I coniugi che sono semplicemente separati restano l’uno erede dell’altro (fino al divorzio), a meno che la separazione sia stata pronunciata dal coniuge “con addebito”, ossia con imputazione della responsabilità ad uno dei due. In pratica, il tribunale deve accertare che l’intollerabilità della convivenza è stata determinata da una condotta colpevole del marito o della moglie, lesiva dei doveri del matrimonio. Si tratta dei casi di:

  • infedeltà;
  • violenza (fisica o morale);
  • lesione di diritti costituzionali (dignità, privacy, ecc.);
  • abbandono;
  • mancata assistenza morale e materiale.

Dunque, se uno dei due coniugi, nel chiedere al giudice la separazione, dimostra che l’altro si è macchiato di una delle predette colpe, può ottenere a carico di quest’ultimo la dichiarazione di addebito. A seguito di ciò, l’ex perde ogni qualità di erede e non potrà rivendicare alcun diritto sul patrimonio del defunto. Anche in questo caso, pertanto, come in quello precedente, non c’è bisogno di un esplicito atto di diseredazione, essendo questa un effetto automatico della pronuncia del tribunale.

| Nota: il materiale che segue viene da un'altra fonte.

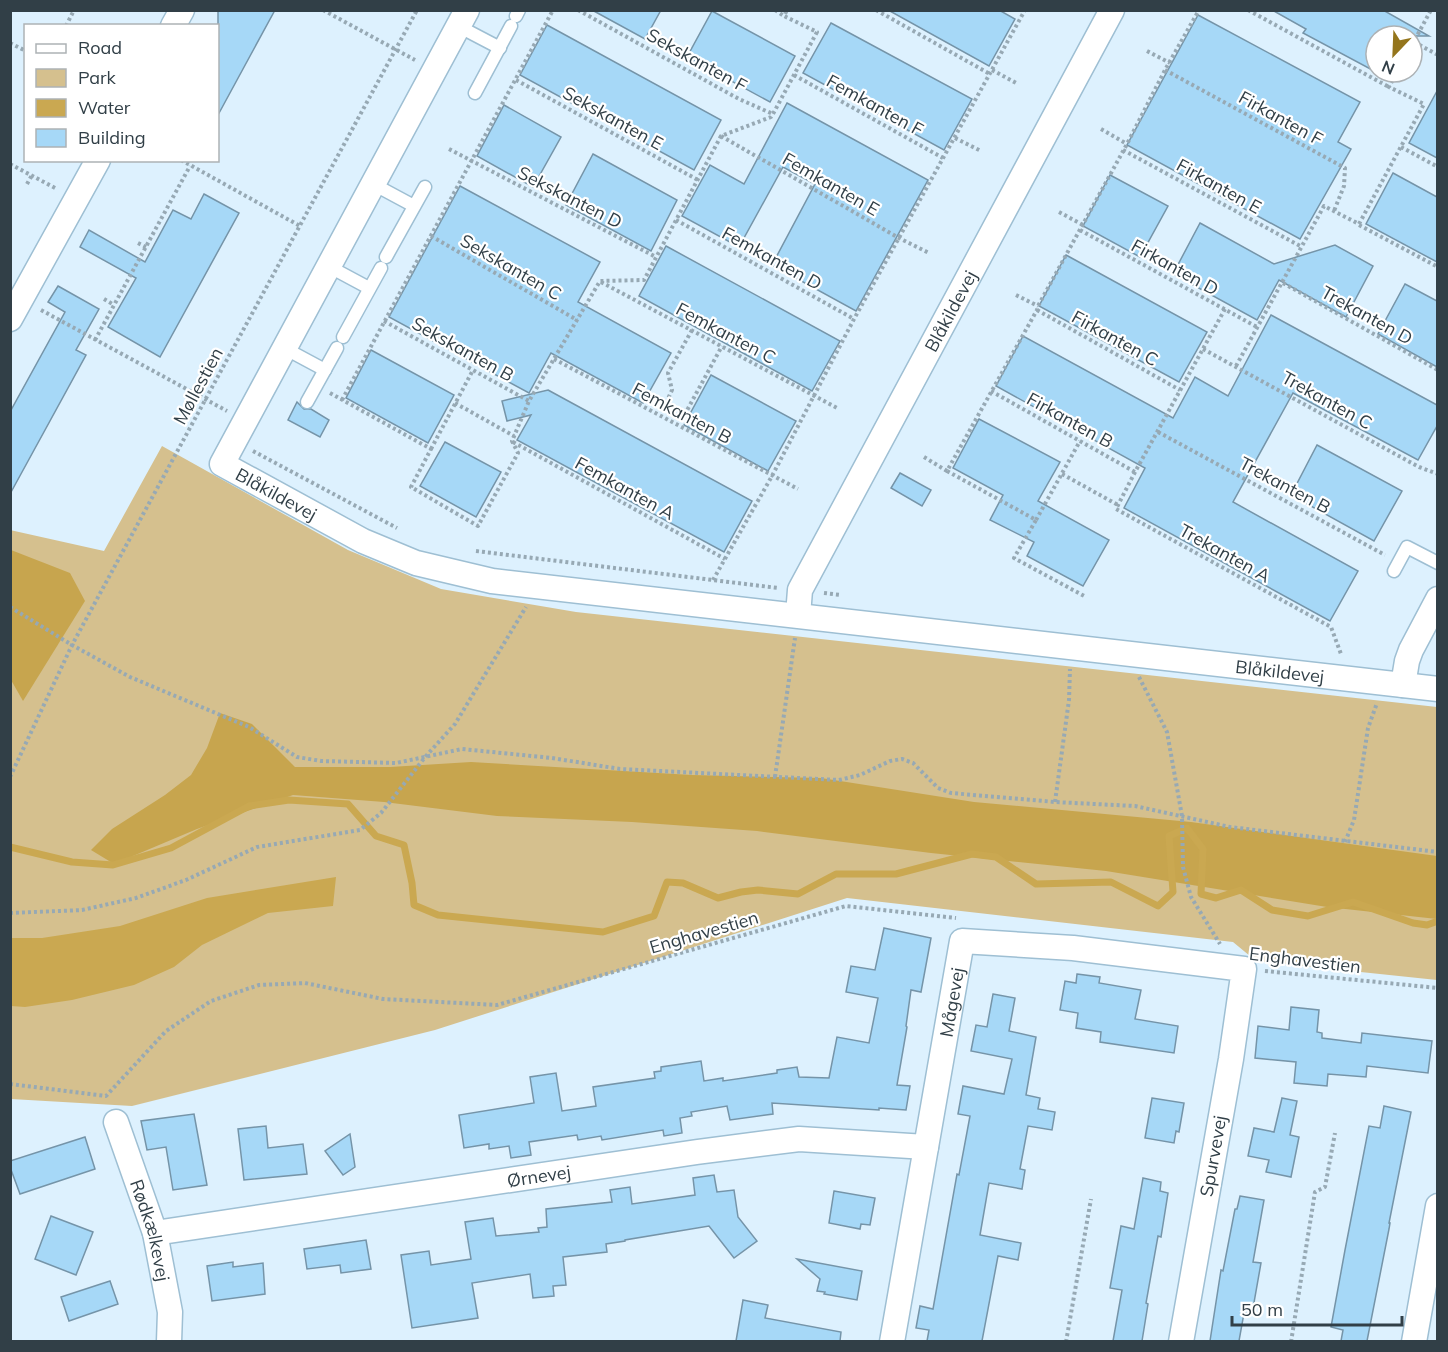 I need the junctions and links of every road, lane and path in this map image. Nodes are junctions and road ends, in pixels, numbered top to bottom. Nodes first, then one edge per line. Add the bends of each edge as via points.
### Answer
1 (74, 10) edge
2 (182, 10) edge
3 (323, 10) edge
4 (417, 10) edge
5 (553, 10) edge
6 (578, 10) edge
7 (775, 10) edge
8 (787, 10) edge
9 (876, 10) edge
10 (1025, 10) edge
11 (1112, 10) edge
12 (1200, 10) edge
13 (1248, 10) edge
14 (1431, 10) edge
15 (784, 16) junction
16 (463, 18) edge
17 (515, 18) edge
18 (67, 24) edge
19 (174, 24) edge
20 (1424, 24) edge
21 (10, 43) edge
22 (500, 48) junction
23 (396, 49) junction
24 (24, 50) edge
25 (1147, 51) dead end
26 (1170, 63) junction
27 (434, 70) junction
28 (1165, 70) junction
29 (991, 72) junction
30 (795, 75) junction
31 (516, 80) junction
32 (1018, 84) dead end
33 (1391, 84) edge
34 (1389, 87) junction
35 (475, 93) dead end
36 (773, 114) junction
37 (1101, 129) dead end
38 (721, 136) junction
39 (955, 138) junction
40 (1127, 144) junction
41 (1401, 147) junction
42 (449, 148) dead end
43 (1123, 150) junction
44 (981, 151) dead end
45 (943, 158) junction
46 (472, 161) junction
47 (97, 162) edge
48 (184, 162) edge
49 (10, 164) edge
50 (190, 166) junction
51 (1437, 167) edge
52 (32, 175) junction
53 (698, 180) junction
54 (27, 184) dead end
55 (373, 184) junction
56 (424, 187) dead end
57 (77, 200) junction
58 (414, 206) junction
59 (1334, 211) junction
60 (1059, 212) dead end
61 (676, 220) junction
62 (1359, 224) junction
63 (1083, 225) junction
64 (300, 226) junction
65 (1080, 230) junction
66 (430, 236) junction
67 (899, 238) junction
68 (138, 243) dead end
69 (146, 247) junction
70 (1302, 247) junction
71 (928, 253) dead end
72 (656, 257) junction
73 (328, 266) junction
74 (1437, 267) edge
75 (600, 281) junction
76 (1283, 283) junction
77 (369, 288) junction
78 (1017, 296) dead end
79 (104, 299) dead end
80 (114, 305) junction
81 (1037, 308) junction
82 (1225, 309) junction
83 (16, 310) edge
84 (577, 320) junction
85 (854, 320) junction
86 (384, 321) junction
87 (1257, 327) junction
88 (692, 330) junction
89 (95, 340) junction
90 (722, 346) junction
91 (284, 348) junction
92 (1203, 349) junction
93 (554, 359) junction
94 (1236, 366) junction
95 (325, 370) junction
96 (473, 370) junction
97 (1437, 370) edge
98 (317, 385) junction
99 (1180, 390) junction
100 (991, 391) junction
101 (815, 395) junction
102 (206, 399) junction
103 (342, 400) junction
104 (529, 401) junction
105 (307, 402) dead end
106 (455, 403) junction
107 (839, 408) dead end
108 (1158, 432) junction
109 (514, 436) junction
110 (512, 441) junction
111 (1080, 441) junction
112 (431, 449) junction
113 (924, 457) dead end
114 (947, 471) junction
115 (1135, 472) junction
116 (1062, 474) junction
117 (1437, 474) edge
118 (772, 476) junction
119 (798, 489) dead end
120 (1118, 505) junction
121 (1035, 520) junction
122 (725, 559) junction
123 (1437, 563) edge
124 (1397, 567) joint
125 (713, 580) dead end
126 (539, 586) junction
127 (1086, 597) dead end
128 (1437, 599) edge
129 (10, 607) edge
130 (798, 615) junction
131 (72, 645) junction
132 (1070, 647) junction
133 (1127, 653) junction
134 (1341, 654) dead end
135 (1393, 684) junction
136 (1437, 689) edge
137 (426, 756) junction
138 (10, 777) edge
139 (774, 777) junction
140 (1055, 802) junction
141 (1182, 816) junction
142 (1345, 842) junction
143 (1437, 852) edge
144 (10, 913) edge
145 (967, 919) dead end
146 (1210, 946) dead end
147 (1244, 969) junction
148 (1437, 988) edge
149 (10, 1084) edge
150 (116, 1122) dead end
151 (1335, 1133) dead end
152 (926, 1147) junction
153 (1091, 1199) dead end
154 (1437, 1206) edge
155 (155, 1233) junction
156 (1434, 1244) edge
157 (169, 1341) edge
158 (892, 1341) edge
159 (1066, 1341) edge
160 (1181, 1341) edge
161 (1291, 1341) edge
162 (1414, 1341) edge

1 - 18 path
2 - 19 street
3 - 23 path
4 - 23 path, Møllestien
5 - 31 path
6 - 36 path, Sekskanten F
7 - 15 path
8 - 15 path
9 - 29 path
10 - 29 path
11 - 130 street, Blåkildevej via 800,590
12 - 26 path
13 - 34 path
14 - 20 path
15 - 30 path via 817,32
16 - 22 lane
16 - 27 street, Blåkildevej
17 - 22 lane
21 - 24 path
22 - 35 lane
23 - 27 path
23 - 64 path, Møllestien
25 - 26 path
26 - 28 path
27 - 55 street, Blåkildevej
28 - 40 path
28 - 59 path, Firkanten F via 1345,168 1344,186
29 - 32 path
29 - 39 path
30 - 36 path
30 - 45 path, Femkanten F
31 - 46 path
31 - 53 path, Sekskanten E
33 - 34 path
34 - 41 path via 1424,105
36 - 38 path
37 - 40 path
38 - 53 path
38 - 67 path, Femkanten E
39 - 44 path
39 - 45 path
40 - 43 path
41 - 51 path
41 - 62 path
42 - 46 path, Sekskanten D
43 - 63 path
43 - 70 path, Firkanten E
45 - 67 path
46 - 66 path
46 - 72 path, Sekskanten D
47 - 57 street
48 - 50 path
49 - 52 path
50 - 64 path
50 - 69 path
52 - 54 path
52 - 57 path
53 - 61 path
55 - 58 lane
55 - 73 street, Blåkildevej
56 - 58 lane
57 - 83 street
58 - 77 lane
59 - 62 path
59 - 70 path via 1324,206
60 - 63 path
61 - 72 path
61 - 85 path, Femkanten D
62 - 74 path
63 - 65 path
64 - 102 path, Møllestien
65 - 81 path
65 - 82 path, Firkanten D
66 - 84 path, Sekskanten C
66 - 86 path
67 - 71 path, Femkanten E
67 - 85 path
68 - 69 path
69 - 80 path
70 - 76 path
72 - 75 path via 644,280
73 - 77 lane
73 - 91 street, Blåkildevej
75 - 84 path
75 - 88 path, Femkanten C
76 - 87 path
76 - 97 path, Trekanten D
77 - 95 lane
78 - 81 path, Firkanten C
79 - 80 path
80 - 89 path
81 - 99 path, Firkanten C
81 - 100 path
82 - 87 path, Firkanten D
82 - 92 path
83 - 89 path
84 - 93 path
85 - 101 path
86 - 96 path, Sekskanten B
86 - 103 path
87 - 94 path
88 - 90 path, Femkanten C
88 - 90 path via 668,373 672,390 666,403 685,414
89 - 102 path
90 - 101 path, Femkanten C
91 - 95 lane
91 - 126 street, Blåkildevej via 222,464 363,541 416,563 492,581
92 - 94 path, Trekanten C
92 - 99 path
93 - 104 path
93 - 118 path, Femkanten B
94 - 117 path, Trekanten C
95 - 98 lane
96 - 104 path, Sekskanten B
96 - 106 path
98 - 103 path
98 - 105 lane
99 - 108 path
100 - 111 path, Firkanten B
100 - 114 path
101 - 107 path, Femkanten C
101 - 118 path
102 - 131 path, Møllestien
103 - 112 path
104 - 109 path
106 - 109 path
106 - 112 path
108 - 115 path
108 - 124 path, Trekanten B
109 - 110 path
110 - 112 path via 518,453 478,526 411,487
110 - 122 path, Femkanten A
111 - 115 path, Firkanten B
111 - 116 path
113 - 114 path
114 - 121 path
115 - 120 path
116 - 120 path, Trekanten A
116 - 121 path
118 - 119 path, Femkanten B
118 - 122 path
120 - 134 path, Trekanten A via 1116,509 1331,627
121 - 127 path via 1014,558
122 - 125 path
123 - 124 lane via 1407,547
126 - 130 street, Blåkildevej
126 - 137 path via 455,724
128 - 135 street
129 - 131 path
130 - 132 street, Blåkildevej
130 - 139 path
131 - 137 path via 130,677 249,727 297,757 396,763
131 - 138 path, Møllestien
132 - 133 street, Blåkildevej
132 - 140 path via 1069,700
133 - 135 street, Blåkildevej
133 - 141 path via 1167,732
135 - 136 street, Blåkildevej
135 - 142 path via 1368,728 1354,820
137 - 139 path via 462,749 620,769
137 - 144 path via 381,813 360,830 257,847 136,898 82,910
139 - 140 path via 838,780 902,759 913,763 938,788 951,793
140 - 141 path via 1135,806
141 - 142 path via 1230,827
141 - 146 path via 1183,867 1191,897 1221,947
142 - 143 path
145 - 149 path, Enghavestien via 846,906 497,1005 383,999 305,983 259,985 211,1000 166,1031 106,1096
147 - 148 path, Enghavestien
147 - 152 street, Mågevej via 1073,948 962,941
147 - 160 street, Spurvevej
150 - 155 street, Rødkælkevej
151 - 161 path via 1325,1187 1315,1192
152 - 155 street, Ørnevej via 799,1139
152 - 158 street, Mågevej
153 - 159 path
154 - 156 street
155 - 157 street, Rødkælkevej via 170,1312
156 - 162 street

Diseredare il coniuge tramite l’indegnità a succedere

L’ultimo caso in cui si può diseredare il coniuge è quando questi si macchi di azioni particolarmente riprovevoli nei confronti del coniuge. A tal fine però è necessario ricorrere al giudice affinché dichiari il coniuge indegno a succedere. L’azione può essere esperita dagli eredi del defunto una volta che questi è passato a miglior vita.

Con l’indegnità a succedere si perde automaticamente la qualità di erede. 

L’indegnità si può chiedere nei confronti di:

  • chi ha volontariamente ucciso o tentato di uccidere la persona della cui successione si tratta, o il coniuge, o un discendente, o un ascendente della medesima, purché non ricorra alcuna delle cause che escludono la punibilità a norma della legge penale;
  • chi ha commesso, in danno di una di tali persone, un fatto al quale la legge dichiara applicabili le disposizioni sull’omicidio; 
  • chi ha denunziato una di tali persone per reato punibile con l’ergastolo o con la reclusione per un tempo non inferiore nel minimo a tre anni, se la denunzia è stata dichiarata calunniosa in giudizio penale; ovvero ha testimoniato contro le persone medesime imputate dei predetti reati, se la testimonianza è stata dichiarata, nei confronti di lui, falsa in giudizio penale;
  • chi, essendo decaduto dalla responsabilità genitoriale nei confronti della persona della cui successione si tratta, non è stato reintegrato nella responsabilità genitoriale alla data di apertura della successione medesima;
  • chi ha indotto con dolo o violenza la persona, della cui successione si tratta, a fare, revocare o mutare il testamento, o non l’ha impedita;
  • chi ha soppresso, celato o alterato il testamento dal quale la successione sarebbe stata regolata;
  • chi ha formato un testamento falso o ne ha fatto scientemente uso.